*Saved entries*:
__________________________________________________

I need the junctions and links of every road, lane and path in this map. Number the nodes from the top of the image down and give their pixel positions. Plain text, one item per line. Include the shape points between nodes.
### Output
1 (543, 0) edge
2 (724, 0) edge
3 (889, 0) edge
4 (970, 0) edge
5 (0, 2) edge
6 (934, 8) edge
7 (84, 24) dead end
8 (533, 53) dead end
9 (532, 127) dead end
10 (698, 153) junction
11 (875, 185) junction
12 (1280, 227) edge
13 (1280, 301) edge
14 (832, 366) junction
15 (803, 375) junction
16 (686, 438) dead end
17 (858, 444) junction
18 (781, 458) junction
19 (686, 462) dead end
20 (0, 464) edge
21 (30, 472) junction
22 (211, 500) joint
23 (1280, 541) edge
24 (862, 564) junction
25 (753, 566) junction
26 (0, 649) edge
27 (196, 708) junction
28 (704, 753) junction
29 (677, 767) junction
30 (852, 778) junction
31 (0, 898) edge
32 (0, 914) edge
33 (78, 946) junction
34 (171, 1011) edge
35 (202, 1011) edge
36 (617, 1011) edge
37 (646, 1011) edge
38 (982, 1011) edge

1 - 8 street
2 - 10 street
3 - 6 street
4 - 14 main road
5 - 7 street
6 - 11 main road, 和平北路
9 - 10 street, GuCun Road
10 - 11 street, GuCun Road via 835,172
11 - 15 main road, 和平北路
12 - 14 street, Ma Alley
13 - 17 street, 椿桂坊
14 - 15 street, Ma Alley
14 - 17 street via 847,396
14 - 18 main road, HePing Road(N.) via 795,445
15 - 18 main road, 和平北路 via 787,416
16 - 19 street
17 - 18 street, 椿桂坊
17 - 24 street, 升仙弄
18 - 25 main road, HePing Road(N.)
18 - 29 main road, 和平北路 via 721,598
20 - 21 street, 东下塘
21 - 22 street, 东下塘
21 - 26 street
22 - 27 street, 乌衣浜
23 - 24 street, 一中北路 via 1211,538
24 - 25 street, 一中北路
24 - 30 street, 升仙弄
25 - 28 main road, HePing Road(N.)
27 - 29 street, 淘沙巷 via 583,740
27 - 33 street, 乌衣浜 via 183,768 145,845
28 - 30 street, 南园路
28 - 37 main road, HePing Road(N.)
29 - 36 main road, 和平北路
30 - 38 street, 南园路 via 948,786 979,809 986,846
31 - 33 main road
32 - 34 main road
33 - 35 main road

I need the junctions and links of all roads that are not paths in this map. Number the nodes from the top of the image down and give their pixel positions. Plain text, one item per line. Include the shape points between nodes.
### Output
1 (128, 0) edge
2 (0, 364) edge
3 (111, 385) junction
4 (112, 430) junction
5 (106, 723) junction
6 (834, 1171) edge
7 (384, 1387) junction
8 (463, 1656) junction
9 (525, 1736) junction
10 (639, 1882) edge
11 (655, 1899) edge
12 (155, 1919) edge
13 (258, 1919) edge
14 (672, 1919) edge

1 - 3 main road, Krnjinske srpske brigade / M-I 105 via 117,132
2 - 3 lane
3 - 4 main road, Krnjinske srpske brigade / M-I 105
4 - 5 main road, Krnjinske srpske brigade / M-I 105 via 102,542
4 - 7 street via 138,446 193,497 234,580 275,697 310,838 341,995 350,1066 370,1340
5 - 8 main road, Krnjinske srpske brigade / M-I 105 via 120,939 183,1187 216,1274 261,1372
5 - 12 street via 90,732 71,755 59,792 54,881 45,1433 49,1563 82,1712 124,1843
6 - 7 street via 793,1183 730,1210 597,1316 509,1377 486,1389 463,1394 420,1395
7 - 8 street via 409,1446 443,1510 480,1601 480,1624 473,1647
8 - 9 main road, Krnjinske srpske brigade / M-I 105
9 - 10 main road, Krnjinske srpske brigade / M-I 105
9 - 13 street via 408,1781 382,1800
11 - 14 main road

__________________________________________________

*Aim of the task*: Once the lines containing "nodes" in the data above are counted, give the total by itself.

*The answer*: 2